私が、あいつという人間を知ったのは学費闘争のときだった。クラス全体で学費を研究することになった。クラスを4つの班に分けて、それぞれ問題を研究した。私とあいつとは、一緒の班だった。私は産学協同についてのテーマだった。あいつは学則、その他、早稲田そのものの具体的な経過だった。あいつは、「もし俺が1年遅れていたら、早稲田には入れない」「貧乏人の行けない早稲田なんて、ナンセンスだ」という自分自身の生活から出た声で物を言っていた。その後もずっとそうだった。私なら「◯◯セクト」のレッテルが貼られるのがこわくて言えないことも、自分で思っていることをズバズバ言っていた。だんだん冬になり、人が来なくなっていった。しかし、あいつは実際に本庄校舎を見てくるといって友達と出かけたりした。そしてこれまでの総括を本庄でやることにした。それがこの本に載っている、本庄コンパの案内状である。

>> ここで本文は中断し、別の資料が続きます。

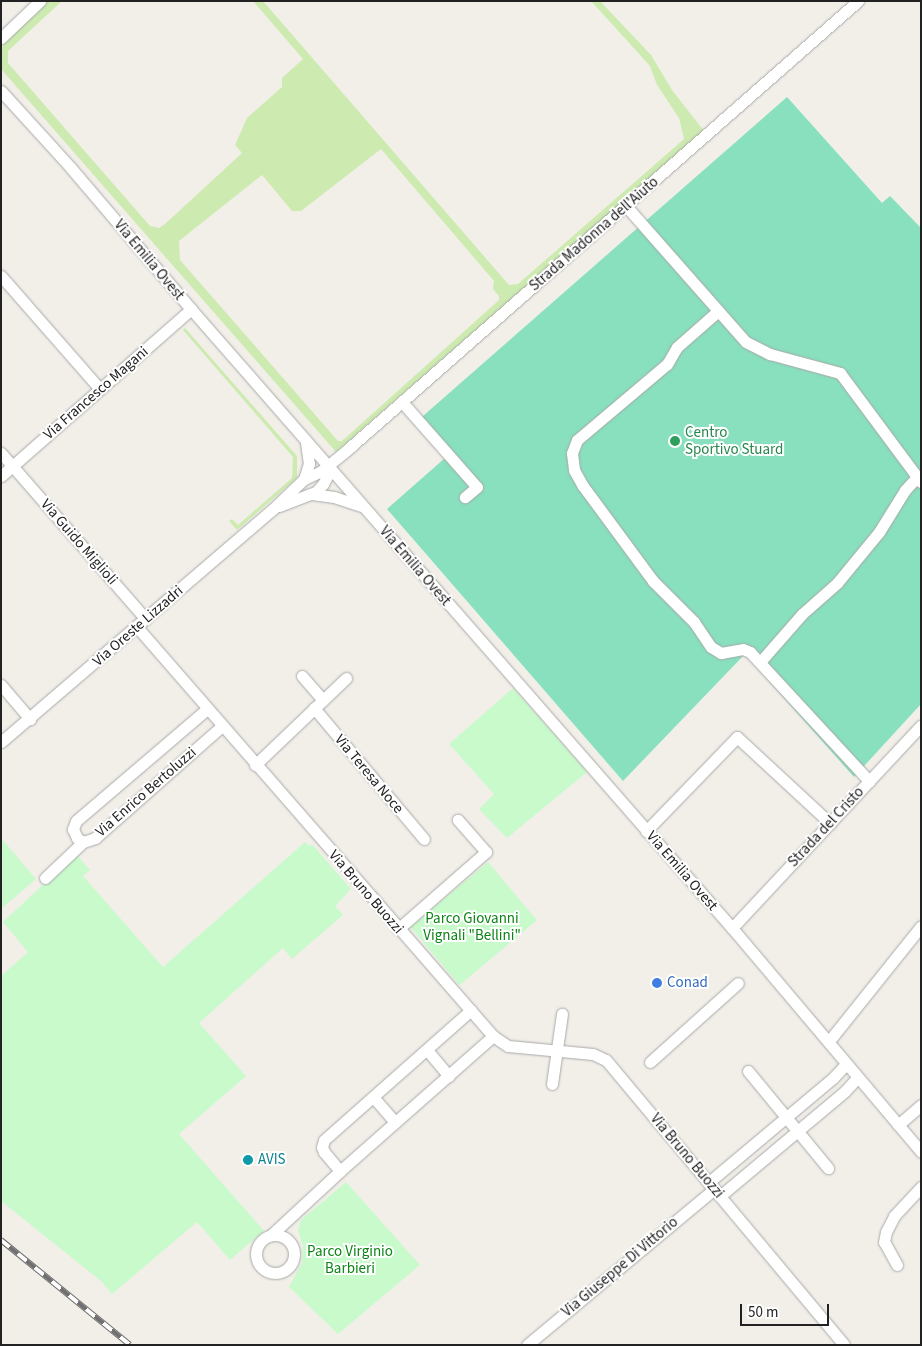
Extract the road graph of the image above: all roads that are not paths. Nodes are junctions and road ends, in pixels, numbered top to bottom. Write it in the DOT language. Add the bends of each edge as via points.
graph roads {
  1 [pos="40,1"];
  2 [pos="858,1"];
  3 [pos="1,38"];
  4 [pos="1,91"];
  5 [pos="626,206"];
  6 [pos="1,276"];
  7 [pos="191,309"];
  8 [pos="718,311"];
  9 [pos="100,389"];
  10 [pos="402,402"];
  11 [pos="306,440"];
  12 [pos="1,453"];
  13 [pos="12,466"];
  14 [pos="330,468"];
  15 [pos="1,476"];
  16 [pos="304,478"];
  17 [pos="919,480"];
  18 [pos="312,494"];
  19 [pos="466,497"];
  20 [pos="273,509"];
  21 [pos="368,512"];
  22 [pos="141,623"];
  23 [pos="760,662"];
  24 [pos="302,676"];
  25 [pos="346,678"];
  26 [pos="1,685"];
  27 [pos="319,704"];
  28 [pos="207,709"];
  29 [pos="30,719"];
  30 [pos="921,725"];
  31 [pos="222,726"];
  32 [pos="1,742"];
  33 [pos="255,765"];
  34 [pos="869,781"];
  35 [pos="458,820"];
  36 [pos="830,823"];
  37 [pos="646,831"];
  38 [pos="424,839"];
  39 [pos="83,842"];
  40 [pos="45,878"];
  41 [pos="921,926"];
  42 [pos="732,928"];
  43 [pos="398,929"];
  44 [pos="738,982"];
  45 [pos="471,1010"];
  46 [pos="562,1014"];
  47 [pos="494,1036"];
  48 [pos="829,1041"];
  49 [pos="427,1050"];
  50 [pos="556,1051"];
  51 [pos="650,1062"];
  52 [pos="845,1065"];
  53 [pos="748,1071"];
  54 [pos="449,1076"];
  55 [pos="857,1078"];
  56 [pos="552,1084"];
  57 [pos="374,1098"];
  58 [pos="921,1105"];
  59 [pos="786,1118"];
  60 [pos="395,1122"];
  61 [pos="898,1125"];
  62 [pos="797,1131"];
  63 [pos="921,1152"];
  64 [pos="828,1168"];
  65 [pos="340,1171"];
  66 [pos="921,1187"];
  67 [pos="714,1189"];
  68 [pos="292,1216"];
  69 [pos="272,1235"];
  70 [pos="288,1240"];
  71 [pos="897,1264"];
  72 [pos="527,1345"];
  73 [pos="844,1345"];
  1 -- 3 [label="street"];
  2 -- 5 [label="street, Strada Madonna dell'Aiuto"];
  4 -- 7 [label="street, Via Emilia Ovest"];
  5 -- 8 [label="street"];
  5 -- 10 [label="street, Strada Madonna dell'Aiuto"];
  6 -- 9 [label="street"];
  7 -- 9 [label="street, Via Francesco Magani"];
  7 -- 11 [label="street, Via Emilia Ovest"];
  8 -- 17 [label="street" via="746,342 758,350 840,373"];
  8 -- 23 [label="street" via="677,347 667,364 578,440 573,446 572,458 577,478 653,581 689,616 711,647 721,653 745,650"];
  9 -- 13 [label="street, Via Francesco Magani"];
  10 -- 14 [label="street, Strada Madonna dell'Aiuto"];
  10 -- 19 [label="street" via="477,487"];
  11 -- 14 [label="street, Via Emilia Ovest"];
  11 -- 16 [label="street" via="309,464"];
  12 -- 13 [label="street"];
  13 -- 15 [label="street, Via Francesco Magani"];
  13 -- 22 [label="street, Via Guido Miglioli"];
  14 -- 16 [label="street, Via Oreste Lizzadri"];
  14 -- 18 [label="street" via="321,487"];
  14 -- 21 [label="street, Via Emilia Ovest"];
  16 -- 20 [label="street, Via Oreste Lizzadri"];
  17 -- 23 [label="street" via="905,490 877,536 836,583 802,614"];
  18 -- 20 [label="street, Via Oreste Lizzadri"];
  18 -- 21 [label="street, Via Oreste Lizzadri" via="339,498"];
  20 -- 22 [label="street, Via Oreste Lizzadri"];
  21 -- 37 [label="street, Via Emilia Ovest"];
  22 -- 28 [label="street, Via Bruno Buozzi"];
  22 -- 29 [label="street, Via Oreste Lizzadri"];
  23 -- 34 [label="street"];
  24 -- 27 [label="street, Via Teresa Noce"];
  25 -- 27 [label="street"];
  26 -- 29 [label="street"];
  27 -- 33 [label="street"];
  27 -- 38 [label="street, Via Teresa Noce"];
  28 -- 31 [label="street, Via Bruno Buozzi"];
  28 -- 39 [label="street, Via Enrico Bertoluzzi" via="76,821 74,834"];
  29 -- 32 [label="street, Via Oreste Lizzadri"];
  30 -- 34 [label="street, Strada del Cristo"];
  31 -- 33 [label="street, Via Bruno Buozzi"];
  31 -- 39 [label="street, Via Enrico Bertoluzzi" via="95,838"];
  33 -- 43 [label="street, Via Bruno Buozzi"];
  34 -- 36 [label="street, Strada del Cristo"];
  35 -- 43 [label="street" via="486,852"];
  36 -- 37 [label="street" via="737,737"];
  36 -- 42 [label="street, Strada del Cristo"];
  37 -- 42 [label="street, Via Emilia Ovest"];
  39 -- 40 [label="street"];
  41 -- 48 [label="street"];
  42 -- 48 [label="street, Via Emilia Ovest"];
  43 -- 45 [label="street, Via Bruno Buozzi"];
  44 -- 51 [label="street"];
  45 -- 47 [label="street, Via Bruno Buozzi"];
  45 -- 49 [label="street"];
  46 -- 50 [label="street"];
  47 -- 50 [label="street, Via Bruno Buozzi" via="508,1046"];
  47 -- 54 [label="street"];
  48 -- 52 [label="street, Via Emilia Ovest"];
  49 -- 54 [label="street"];
  49 -- 57 [label="street"];
  50 -- 56 [label="street"];
  50 -- 67 [label="street, Via Bruno Buozzi" via="598,1055 606,1060"];
  52 -- 55 [label="street, Via Emilia Ovest"];
  52 -- 59 [label="street"];
  53 -- 59 [label="street"];
  54 -- 60 [label="street"];
  55 -- 61 [label="street, Via Emilia Ovest"];
  55 -- 62 [label="street"];
  57 -- 60 [label="street"];
  57 -- 65 [label="street" via="324,1140 324,1152"];
  58 -- 61 [label="street"];
  59 -- 62 [label="street"];
  59 -- 67 [label="street"];
  60 -- 65 [label="street"];
  61 -- 63 [label="street, Via Emilia Ovest"];
  62 -- 64 [label="street"];
  62 -- 67 [label="street"];
  65 -- 68 [label="street"];
  66 -- 71 [label="street" via="894,1216 886,1232 884,1242"];
  67 -- 72 [label="street, Via Giuseppe Di Vittorio"];
  67 -- 73 [label="street, Via Bruno Buozzi"];
  68 -- 69 [label="street"];
  68 -- 70 [label="street"];
  69 -- 70 [label="street"];
  69 -- 70 [label="street" via="260,1242 256,1254 260,1266 272,1273 284,1271 292,1262 294,1251"];
}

あいつは素直に物を考え、自分の足でたしかめて物を言うやつだ。
そんな奴が殺されるなんて信じられなかった。
1973年1月1日、はじめてあいつの夢を見た。
一緒にデモをしていた。クラスの連中と一緒に、すごく長いデモだった。私の隣にあいつがいて、ふとあいつは言った。
俺、あの時、死ななくてよかったなぁー。本当に良かったよ」
「本当ねぇー」と、私が答えたところで目がさめた。はじめてあいつが死んだということを感じた。夢の中で、「本当ねぇー」と答えることがすごくうれしかった。あいつやっぱり死んでなんかいないじゃない。何だ、今までのが夢だったんだ。だれだ私をだましたのは、憎らしい。こんなに心配させて、と思った。
夢からさめて、「あっ、あいつはやっぱり死んだんだ」と思えた。あいつ、やっぱり殺されてしまったんだと思った。
今、私はあいつの死に対して評論めいたことはいえない。ただ、あいつの死の重みを背負って生きていかなければ、あいつが本当に死んでしまう気がする。
私は、あいつを死なしたくない。